Avec le troisième album sobrement appelé 3, Moe ne fait – et c'est déjà énorme – que prolonger le plaisir masochiste de Oslo Janus. Tout en pénétrant des territoires nouveaux comme le rythmiquement basique, sauvage et punk Tephra dont l'effet en concert était certain. Tout en envisageant son noise-rock radical de façon encore plus perverse, moins frontal et frénétique. Of Cabbages And Kings, les Swans bien sûr, voilà le nouveau langage vers lequel Moe se dirige. Des influences que le trio passe dans sa moulinette personnelle comme sur le lourd et inquiétant Meltdown, immense morceau majestueux plus noir qu'une armée en déroute ou MA, final dantesque totalement habité qui me fait pleurer de bonheur. A partir de structures répétitives se contentant de peu, d'un seul riff, d'un rythme mortellement insistant et de coups de basse bloquant sur la même corde (mais quelle corde!), Moe construit une cathédrale où chaque rangée de pierres est une nouvelle ascension vers des sommets d'intensité, des paliers successifs que le trio cimente avec une déconcertante efficacité en laissant de l'espace pour entrevoir la lumière.
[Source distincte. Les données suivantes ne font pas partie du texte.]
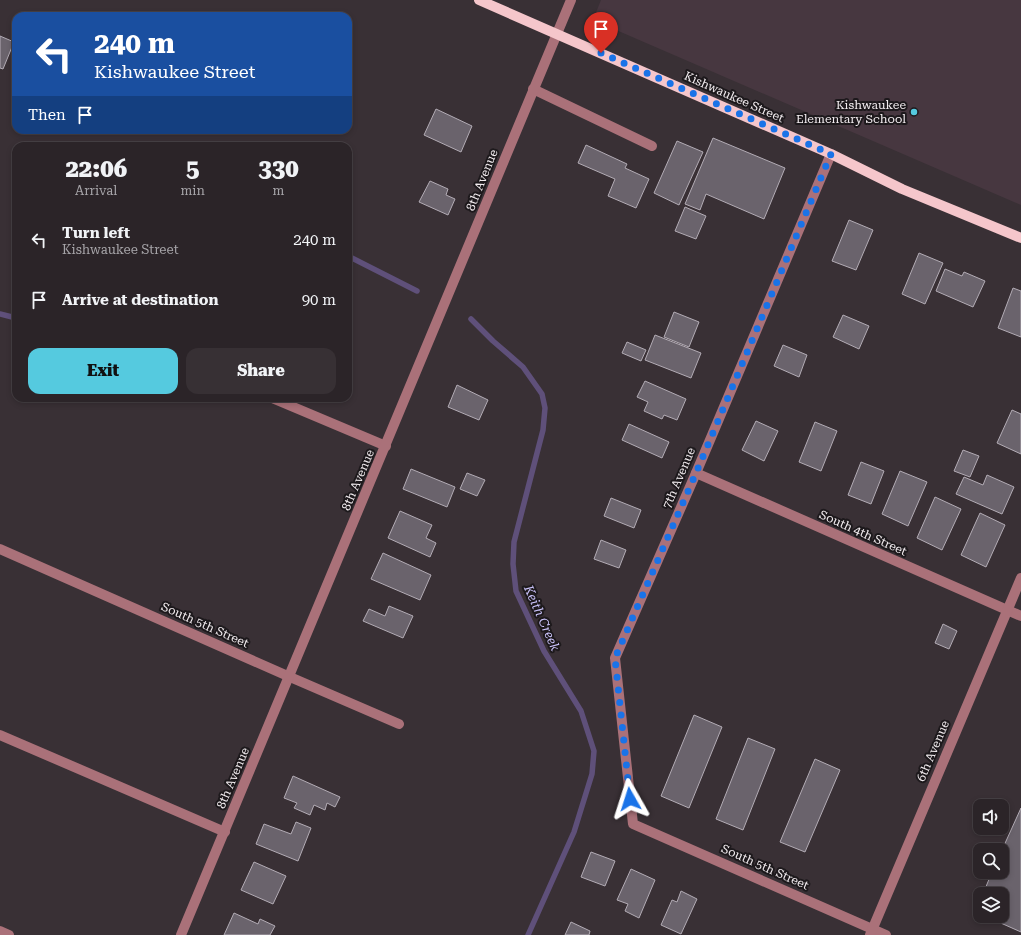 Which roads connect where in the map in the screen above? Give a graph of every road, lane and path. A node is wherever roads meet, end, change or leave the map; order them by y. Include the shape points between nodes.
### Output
1 (479, 0) edge
2 (571, 0) edge
3 (558, 34) junction
4 (533, 89) junction
5 (652, 146) dead end
6 (831, 154) junction
7 (1021, 238) edge
8 (282, 402) edge
9 (386, 446) junction
10 (696, 473) junction
11 (0, 549) edge
12 (1021, 578) edge
13 (1007, 611) junction
14 (1021, 616) edge
15 (290, 677) junction
16 (399, 724) dead end
17 (0, 735) edge
18 (633, 824) joint
19 (225, 832) junction
20 (0, 931) edge
21 (871, 932) edge
22 (9, 935) edge
23 (181, 935) edge
24 (886, 935) edge

1 - 3 main road, Kishwaukee Street
2 - 3 street, 8th Avenue
3 - 4 street, 8th Avenue
3 - 6 main road, Kishwaukee Street
4 - 5 street
4 - 9 street, 8th Avenue
6 - 7 main road, Kishwaukee Street via 902,189
6 - 10 street, 7th Avenue
8 - 9 street
9 - 15 street, 8th Avenue
10 - 13 street, South 4th Street
10 - 18 street, 7th Avenue via 615,658
11 - 15 street, South 5th Street
12 - 13 street, 6th Avenue
13 - 14 street, South 4th Street
13 - 21 street, 6th Avenue
15 - 16 street, South 5th Street
15 - 19 street, 8th Avenue
17 - 19 street
18 - 21 street, South 5th Street
19 - 23 street, 8th Avenue
20 - 22 street
21 - 24 street, South 5th Street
Ecoutez Mucosa et priez. Ce morceau n'est pas humain. Sept morceaux qui n'oublient jamais de rocker à l'instar de Let Them Dance, d'allier l'exigence de structures écartelées, irrationnelles, malades et l'efficience d'un groupe qui est aussi là pour aller droit au but et contenter vos plus bas instincts de punk. Cet album est tout simplement génial. Moe, un groupe qui, au travers de trois albums indissociables, s'assied tout en haut du podium des groupes incontournables du moment et pour longtemps.